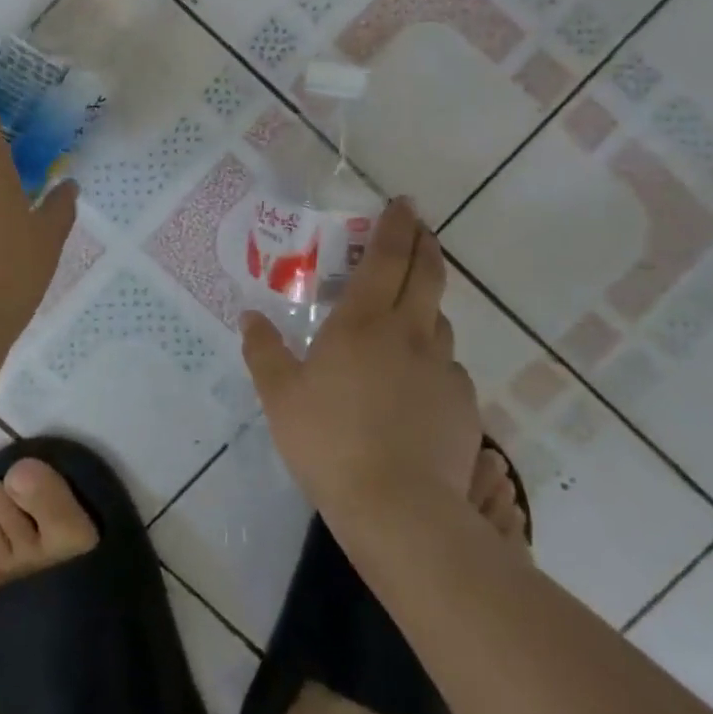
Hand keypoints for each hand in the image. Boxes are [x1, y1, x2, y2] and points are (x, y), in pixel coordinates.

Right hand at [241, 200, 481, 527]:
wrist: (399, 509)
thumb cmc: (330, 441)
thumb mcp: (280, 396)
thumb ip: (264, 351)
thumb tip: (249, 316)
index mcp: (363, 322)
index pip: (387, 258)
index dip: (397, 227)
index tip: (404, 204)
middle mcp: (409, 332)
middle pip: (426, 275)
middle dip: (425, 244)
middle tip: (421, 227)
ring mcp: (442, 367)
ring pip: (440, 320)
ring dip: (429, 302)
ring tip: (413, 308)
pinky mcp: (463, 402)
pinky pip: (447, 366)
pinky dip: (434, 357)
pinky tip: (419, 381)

◆ Task item
Each line from the one with "thumb tip: (249, 316)" through the last line of the material is to be retyped exactly, and no other line is.

◆ Task answer
thumb tip: (249, 316)
index mcp: (363, 322)
index pip: (387, 258)
index dip: (397, 227)
index tip: (404, 204)
middle mcp: (409, 332)
middle pip: (426, 275)
middle dip: (425, 244)
middle tip: (421, 227)
ring mcp: (442, 367)
ring pip: (440, 320)
ring dip: (429, 302)
ring tip: (413, 308)
pinky mcp: (463, 402)
pinky pip: (447, 366)
pinky dip: (434, 357)
pinky tip: (419, 381)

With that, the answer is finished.